Aqui estamos a falar apenas do procedimento financeiro e não da mudança de proprietário. Se, por um lado, se percebe o ponto de vista da AT porque, ao transferir-se o Crédito à Habitação para outro banco, é necessária outra Escritura, também é verdade que, ao alterarem-se as condições  do crédito no âmbito do mesmo banco, também há novos instrumentos de entendimento, troca de correspondência, pedido, aceitação, atas... E ninguém entenderia, neste caso, a supressão da dedução. O mesmo se diga quando um banco deixa de existir por via do processo de fusão, resolução, nacionalização ou apenas mudança de proprietário privado. Não é como se a outra casa ficasse paga e agora fosse vendida a outra pessoa, pois a questão é que é da mesma pessoa que se trata. E não vende a casa a si própria; apenas faz novo contrato de pagamento com outra entidade. Ainda é a mesma casa que foi adquirida até final de 2011. O contribuinte sente-se confuso e como que dividido entre o que parece óbvio e a questão puramente legal. Embora haja de facto um novo contrato, é relativo à mesma casa e ao mesmo proprietário. A nova escritura é só para indicar o banco novo. O proprietário e o bem continuam os mesmos. E há modo fácil de a AT perceber que se trata da mesma casa comprada até 2011, quer pela apresentação de requerimento por parte do contribuinte, quer pela consulta da caderneta predial, onde está averbada a escritura pública (ou escrituras públicas) e, no caso do financiamento bancário a/s hipoteca/s.

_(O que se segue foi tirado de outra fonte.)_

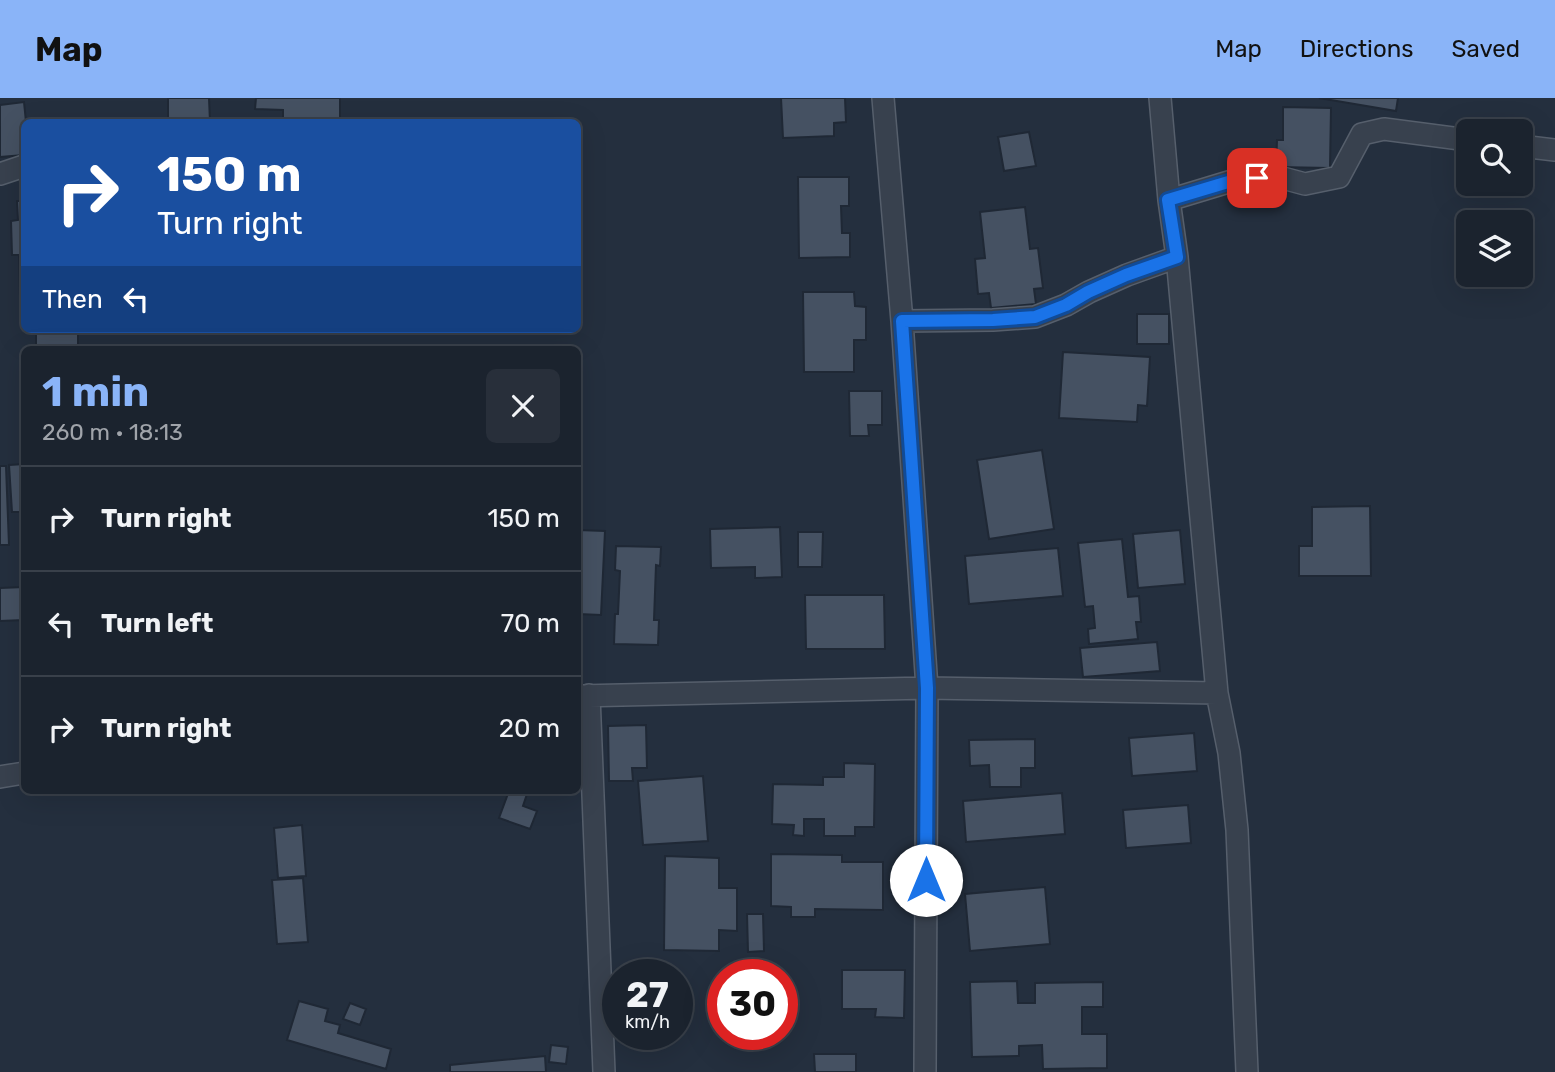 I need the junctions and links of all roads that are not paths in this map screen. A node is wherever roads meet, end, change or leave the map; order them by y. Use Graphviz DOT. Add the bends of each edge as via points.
graph roads {
  1 [pos="883,98"];
  2 [pos="1160,98"];
  3 [pos="1456,138"];
  4 [pos="1533,147"];
  5 [pos="1555,150"];
  6 [pos="21,167"];
  7 [pos="0,174"];
  8 [pos="1168,200"];
  9 [pos="1177,257"];
  10 [pos="902,321"];
  11 [pos="927,688"];
  12 [pos="1217,693"];
  13 [pos="583,695"];
  14 [pos="21,774"];
  15 [pos="0,778"];
  16 [pos="604,1072"];
  17 [pos="925,1072"];
  18 [pos="1247,1072"];
  1 -- 10 [label="street"];
  2 -- 8 [label="street"];
  3 -- 8 [label="street" via="1384,129 1362,134 1339,177 1305,184 1279,177 1235,180"];
  4 -- 5 [label="street"];
  6 -- 7 [label="street"];
  8 -- 9 [label="street"];
  9 -- 10 [label="street" via="1035,317"];
  9 -- 12 [label="street"];
  10 -- 11 [label="street"];
  11 -- 12 [label="street"];
  11 -- 13 [label="street"];
  11 -- 17 [label="street"];
  12 -- 18 [label="street" via="1237,830"];
  13 -- 16 [label="street"];
  14 -- 15 [label="street"];
} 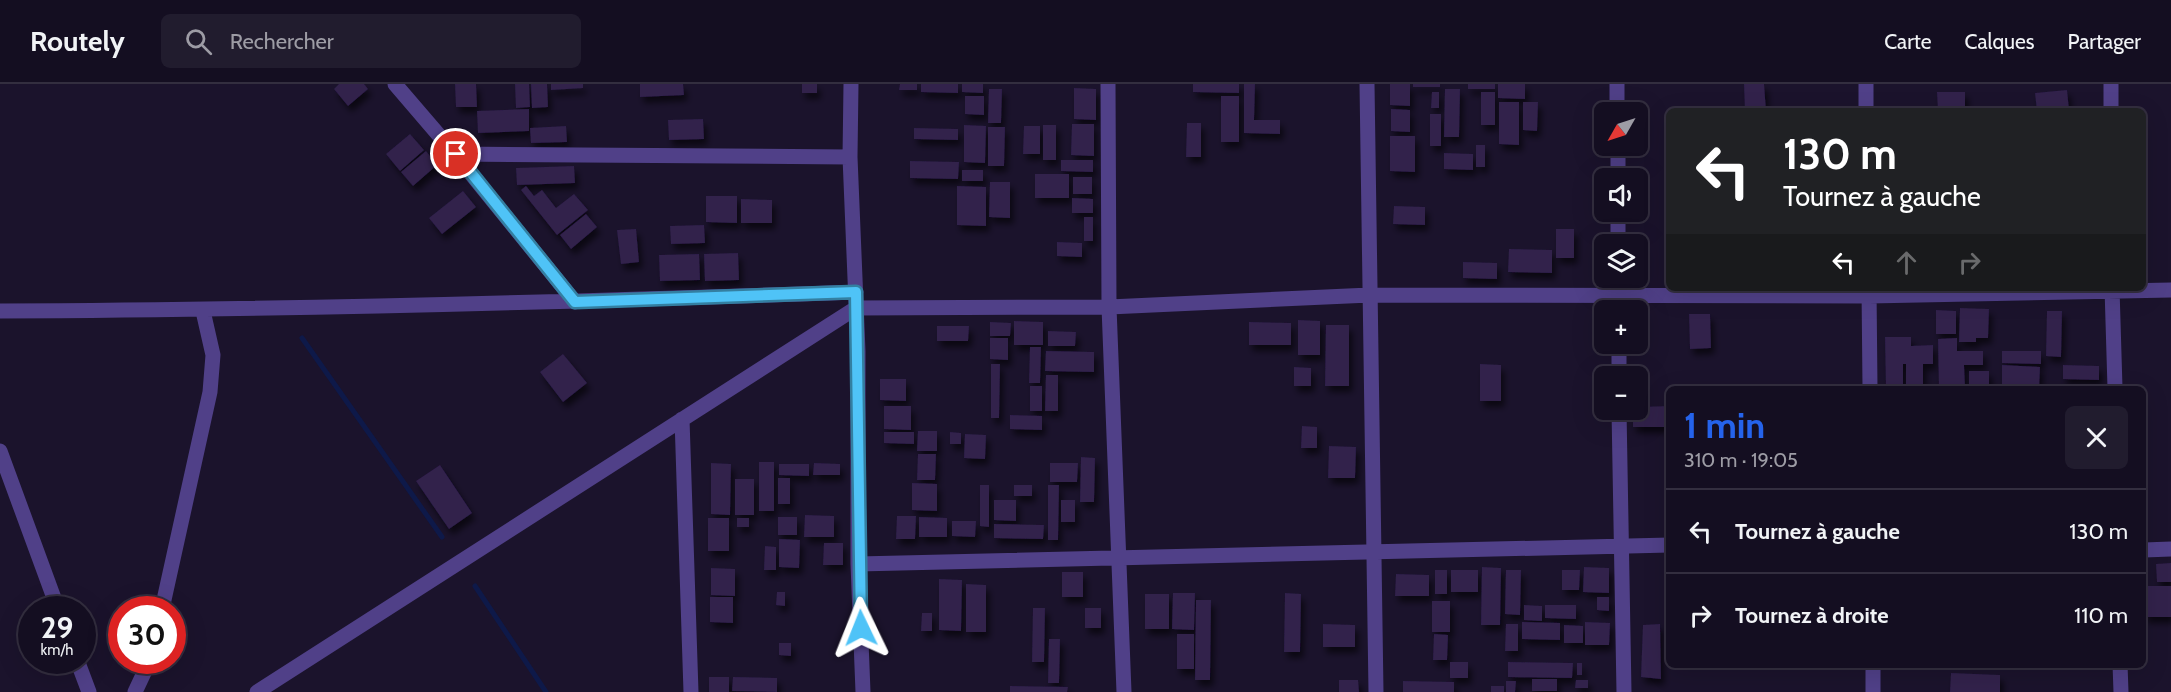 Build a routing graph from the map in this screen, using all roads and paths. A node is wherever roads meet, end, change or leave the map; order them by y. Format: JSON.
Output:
{"nodes":[{"id":1,"x":395,"y":84,"type":"edge"},
{"id":2,"x":851,"y":84,"type":"edge"},
{"id":3,"x":1108,"y":84,"type":"edge"},
{"id":4,"x":1367,"y":84,"type":"edge"},
{"id":5,"x":1617,"y":84,"type":"edge"},
{"id":6,"x":1866,"y":84,"type":"edge"},
{"id":7,"x":2111,"y":84,"type":"edge"},
{"id":8,"x":1617,"y":102,"type":"edge"},
{"id":9,"x":1866,"y":108,"type":"edge"},
{"id":10,"x":2111,"y":108,"type":"edge"},
{"id":11,"x":456,"y":154,"type":"junction"},
{"id":12,"x":850,"y":158,"type":"junction"},
{"id":13,"x":2146,"y":290,"type":"edge"},
{"id":14,"x":2171,"y":290,"type":"edge"},
{"id":15,"x":1990,"y":291,"type":"edge"},
{"id":16,"x":2112,"y":291,"type":"edge"},
{"id":17,"x":1869,"y":292,"type":"edge"},
{"id":18,"x":1370,"y":296,"type":"junction"},
{"id":19,"x":856,"y":300,"type":"junction"},
{"id":20,"x":575,"y":302,"type":"junction"},
{"id":21,"x":1594,"y":302,"type":"edge"},
{"id":22,"x":1648,"y":302,"type":"edge"},
{"id":23,"x":1109,"y":307,"type":"junction"},
{"id":24,"x":0,"y":311,"type":"edge"},
{"id":25,"x":202,"y":311,"type":"junction"},
{"id":26,"x":1870,"y":386,"type":"edge"},
{"id":27,"x":2115,"y":386,"type":"edge"},
{"id":28,"x":682,"y":419,"type":"junction"},
{"id":29,"x":1619,"y":420,"type":"edge"},
{"id":30,"x":0,"y":451,"type":"edge"},
{"id":31,"x":1666,"y":545,"type":"edge"},
{"id":32,"x":1620,"y":546,"type":"junction"},
{"id":33,"x":2171,"y":549,"type":"edge"},
{"id":34,"x":2146,"y":550,"type":"edge"},
{"id":35,"x":1374,"y":553,"type":"junction"},
{"id":36,"x":1120,"y":559,"type":"junction"},
{"id":37,"x":858,"y":564,"type":"junction"},
{"id":38,"x":53,"y":596,"type":"edge"},
{"id":39,"x":165,"y":596,"type":"edge"},
{"id":40,"x":1873,"y":668,"type":"edge"},
{"id":41,"x":2120,"y":668,"type":"edge"},
{"id":42,"x":82,"y":674,"type":"edge"},
{"id":43,"x":143,"y":674,"type":"edge"},
{"id":44,"x":261,"y":691,"type":"edge"},
{"id":45,"x":89,"y":692,"type":"edge"},
{"id":46,"x":135,"y":692,"type":"edge"},
{"id":47,"x":691,"y":692,"type":"edge"},
{"id":48,"x":863,"y":692,"type":"edge"},
{"id":49,"x":1124,"y":692,"type":"edge"},
{"id":50,"x":1376,"y":692,"type":"edge"},
{"id":51,"x":1624,"y":692,"type":"edge"},
{"id":52,"x":1873,"y":692,"type":"edge"},
{"id":53,"x":2121,"y":692,"type":"edge"}],
"edges":[{"from":1,"to":11,"type":"street"},
{"from":2,"to":12,"type":"street"},
{"from":3,"to":23,"type":"street"},
{"from":4,"to":18,"type":"street"},
{"from":5,"to":8,"type":"street"},
{"from":6,"to":9,"type":"street"},
{"from":7,"to":10,"type":"street"},
{"from":11,"to":12,"type":"street"},
{"from":11,"to":20,"type":"street"},
{"from":12,"to":19,"type":"street"},
{"from":13,"to":14,"type":"street"},
{"from":15,"to":17,"type":"street"},
{"from":16,"to":27,"type":"street"},
{"from":17,"to":22,"type":"street"},
{"from":17,"to":26,"type":"street"},
{"from":18,"to":21,"type":"street"},
{"from":18,"to":23,"type":"street"},
{"from":18,"to":35,"type":"street"},
{"from":19,"to":20,"type":"street"},
{"from":19,"to":23,"type":"street"},
{"from":19,"to":28,"type":"street"},
{"from":19,"to":37,"type":"street"},
{"from":20,"to":25,"type":"street"},
{"from":23,"to":36,"type":"street"},
{"from":24,"to":25,"type":"street"},
{"from":25,"to":39,"type":"street"},
{"from":28,"to":44,"type":"street"},
{"from":28,"to":47,"type":"street"},
{"from":29,"to":32,"type":"street"},
{"from":30,"to":38,"type":"street"},
{"from":31,"to":32,"type":"street"},
{"from":32,"to":35,"type":"street"},
{"from":32,"to":51,"type":"street"},
{"from":33,"to":34,"type":"street"},
{"from":35,"to":36,"type":"street"},
{"from":35,"to":50,"type":"street"},
{"from":36,"to":37,"type":"street"},
{"from":36,"to":49,"type":"street"},
{"from":37,"to":48,"type":"street"},
{"from":40,"to":52,"type":"street"},
{"from":41,"to":53,"type":"street"},
{"from":42,"to":45,"type":"street"},
{"from":43,"to":46,"type":"street"}]} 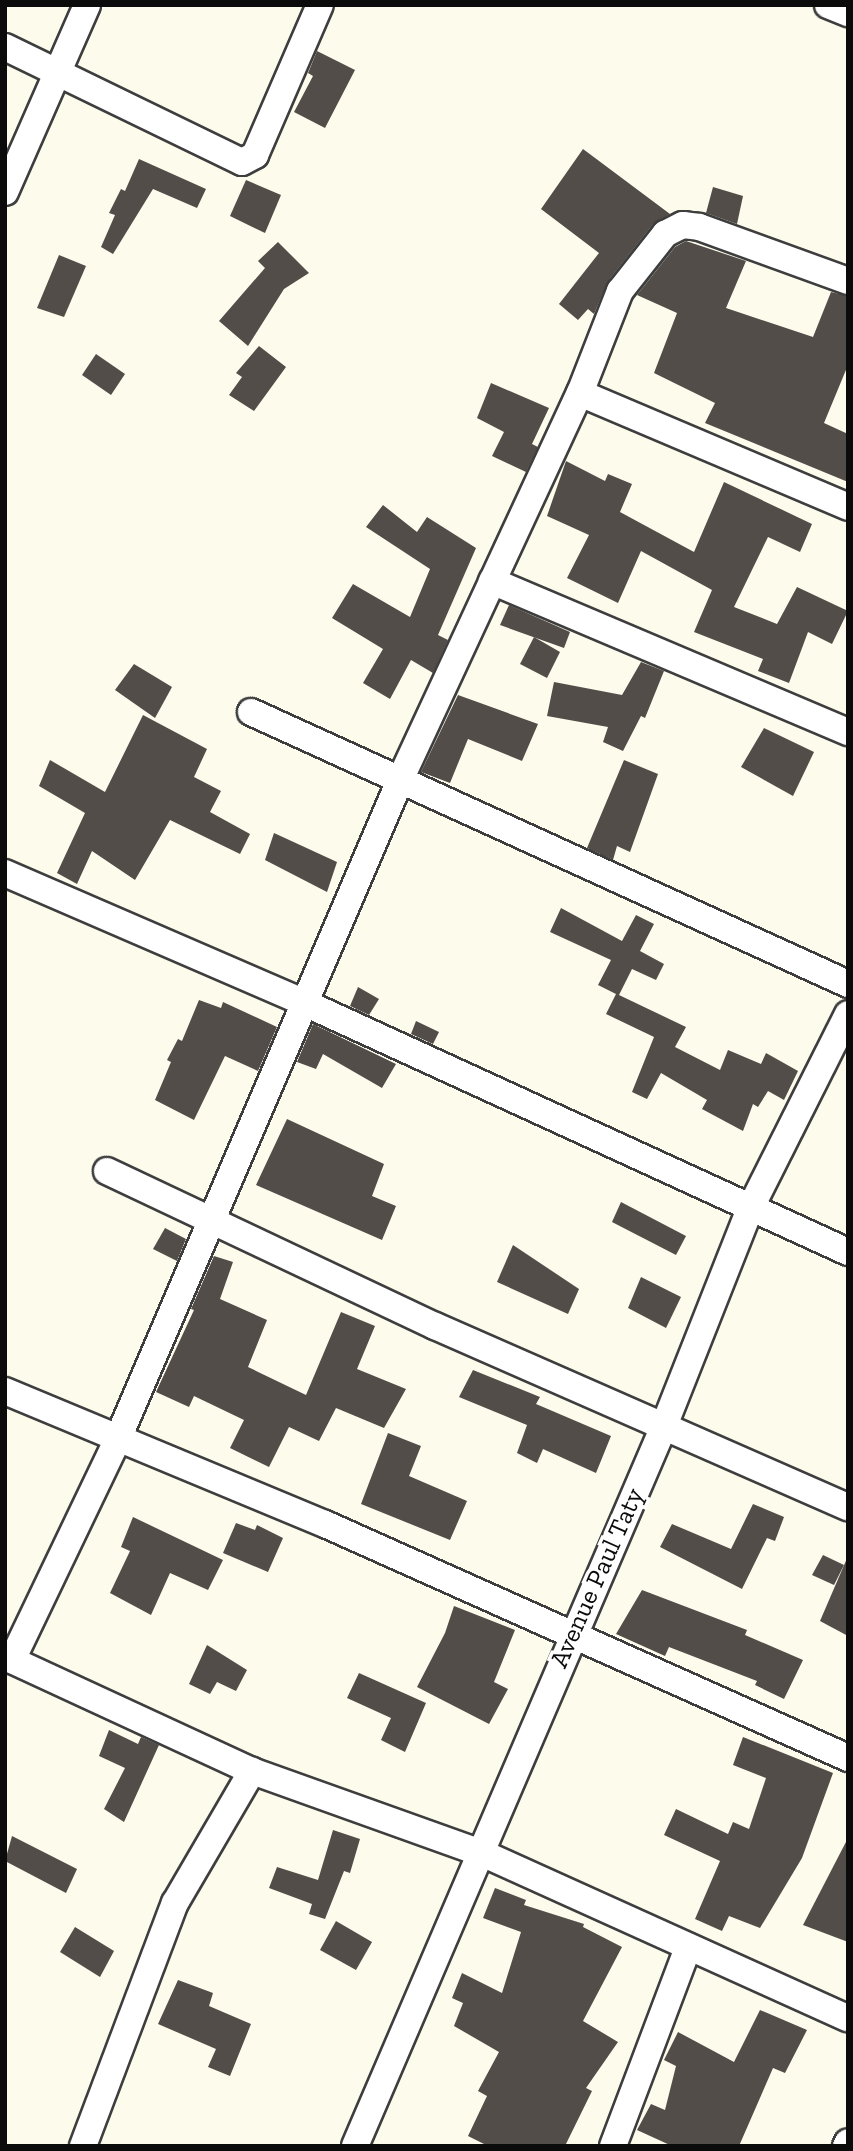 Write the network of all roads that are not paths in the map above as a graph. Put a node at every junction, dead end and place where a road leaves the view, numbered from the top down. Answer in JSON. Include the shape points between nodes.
{"nodes":[{"id":1,"x":87,"y":5,"type":"edge"},
{"id":2,"x":320,"y":5,"type":"edge"},
{"id":3,"x":828,"y":5,"type":"edge"},
{"id":4,"x":848,"y":13,"type":"edge"},
{"id":5,"x":5,"y":47,"type":"edge"},
{"id":6,"x":58,"y":69,"type":"junction"},
{"id":7,"x":5,"y":192,"type":"edge"},
{"id":8,"x":848,"y":281,"type":"edge"},
{"id":9,"x":580,"y":393,"type":"junction"},
{"id":10,"x":848,"y":507,"type":"edge"},
{"id":11,"x":492,"y":581,"type":"junction"},
{"id":12,"x":251,"y":712,"type":"dead end"},
{"id":13,"x":848,"y":732,"type":"edge"},
{"id":14,"x":401,"y":778,"type":"junction"},
{"id":15,"x":5,"y":873,"type":"edge"},
{"id":16,"x":848,"y":984,"type":"edge"},
{"id":17,"x":307,"y":1004,"type":"junction"},
{"id":18,"x":848,"y":1014,"type":"edge"},
{"id":19,"x":107,"y":1171,"type":"dead end"},
{"id":20,"x":750,"y":1209,"type":"junction"},
{"id":21,"x":209,"y":1219,"type":"junction"},
{"id":22,"x":848,"y":1252,"type":"edge"},
{"id":23,"x":5,"y":1391,"type":"edge"},
{"id":24,"x":664,"y":1426,"type":"junction"},
{"id":25,"x":117,"y":1441,"type":"junction"},
{"id":26,"x":848,"y":1507,"type":"edge"},
{"id":27,"x":570,"y":1636,"type":"junction"},
{"id":28,"x":9,"y":1659,"type":"edge"},
{"id":29,"x":848,"y":1758,"type":"edge"},
{"id":30,"x":252,"y":1771,"type":"junction"},
{"id":31,"x":484,"y":1854,"type":"junction"},
{"id":32,"x":688,"y":1947,"type":"junction"},
{"id":33,"x":848,"y":2018,"type":"edge"},
{"id":34,"x":83,"y":2146,"type":"edge"},
{"id":35,"x":355,"y":2146,"type":"edge"},
{"id":36,"x":613,"y":2146,"type":"edge"}],
"edges":[{"from":1,"to":6,"type":"street"},
{"from":2,"to":6,"type":"street","via":[[249,160],[242,162]]},
{"from":3,"to":4,"type":"street"},
{"from":5,"to":6,"type":"street"},
{"from":6,"to":7,"type":"street"},
{"from":8,"to":9,"type":"street","via":[[683,225],[665,233],[620,291]]},
{"from":9,"to":10,"type":"street"},
{"from":9,"to":11,"type":"street"},
{"from":11,"to":13,"type":"street"},
{"from":11,"to":14,"type":"street"},
{"from":12,"to":14,"type":"street"},
{"from":14,"to":16,"type":"street"},
{"from":14,"to":17,"type":"street"},
{"from":15,"to":17,"type":"street"},
{"from":17,"to":20,"type":"street"},
{"from":17,"to":21,"type":"street"},
{"from":18,"to":20,"type":"street","name":"Avenue Paul Taty"},
{"from":19,"to":21,"type":"street"},
{"from":20,"to":22,"type":"street"},
{"from":20,"to":24,"type":"street","name":"Avenue Paul Taty"},
{"from":21,"to":24,"type":"street"},
{"from":21,"to":25,"type":"street"},
{"from":23,"to":25,"type":"street"},
{"from":24,"to":26,"type":"street"},
{"from":24,"to":27,"type":"street","name":"Avenue Paul Taty"},
{"from":25,"to":27,"type":"street","via":[[326,1524]]},
{"from":25,"to":28,"type":"street"},
{"from":27,"to":29,"type":"street"},
{"from":27,"to":31,"type":"street","name":"Avenue Paul Taty"},
{"from":28,"to":30,"type":"street"},
{"from":30,"to":31,"type":"street"},
{"from":30,"to":34,"type":"street","via":[[175,1903]]},
{"from":31,"to":32,"type":"street"},
{"from":31,"to":35,"type":"street","name":"Avenue Paul Taty"},
{"from":32,"to":33,"type":"street"},
{"from":32,"to":36,"type":"street"}]} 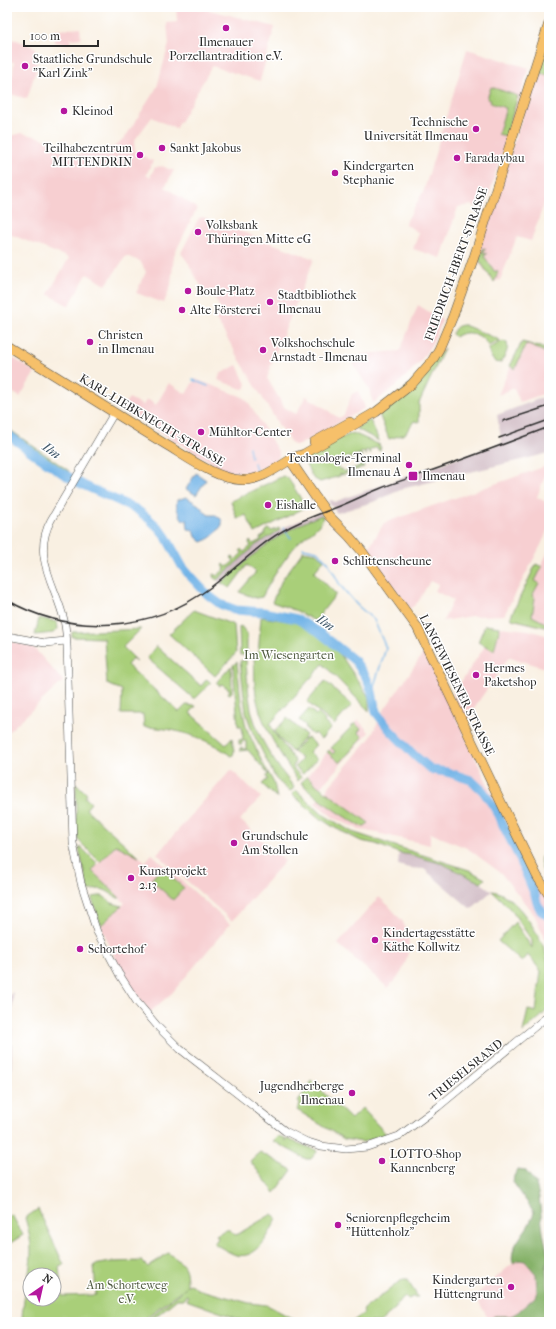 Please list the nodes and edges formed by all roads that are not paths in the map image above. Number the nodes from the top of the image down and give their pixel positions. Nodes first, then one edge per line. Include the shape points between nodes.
1 (549, 23) edge
2 (7, 346) edge
3 (114, 413) junction
4 (293, 458) junction
5 (7, 636) edge
6 (66, 641) junction
7 (549, 895) edge
8 (549, 1015) edge

1 - 4 main road, FRIEDRICH-EBERT-STRASSE via 472,262 432,361 412,384 393,399 310,444
2 - 3 main road, KARL-LIEBKNECHT-STRASSE
3 - 4 main road, KARL-LIEBKNECHT-STRASSE via 212,471 229,478 256,478
3 - 6 street, TRIESELSRAND via 46,533 44,565 64,619
4 - 7 main road, LANGEWIESENER STRASSE via 319,496 329,516 350,536 417,627 536,876
5 - 6 street via 45,642
6 - 8 street, TRIESELSRAND via 72,834 81,884 97,932 131,993 158,1028 180,1049 266,1117 293,1136 321,1146 346,1149 367,1147 394,1139 438,1107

Se o spread é baixo e o indexante (Euribor) é baixíssimo agora, nunca se sabe do futuro. É uma questão de princípio e os contribuintes já se calaram a muita coisa. Basta de sujeição ao jugo das leis e às habilidades de interpretação da AT! Leis restritivas devem ter interpretação restrita. Tanto assim é que os fiscalistas se dividem em relação à posição da AT…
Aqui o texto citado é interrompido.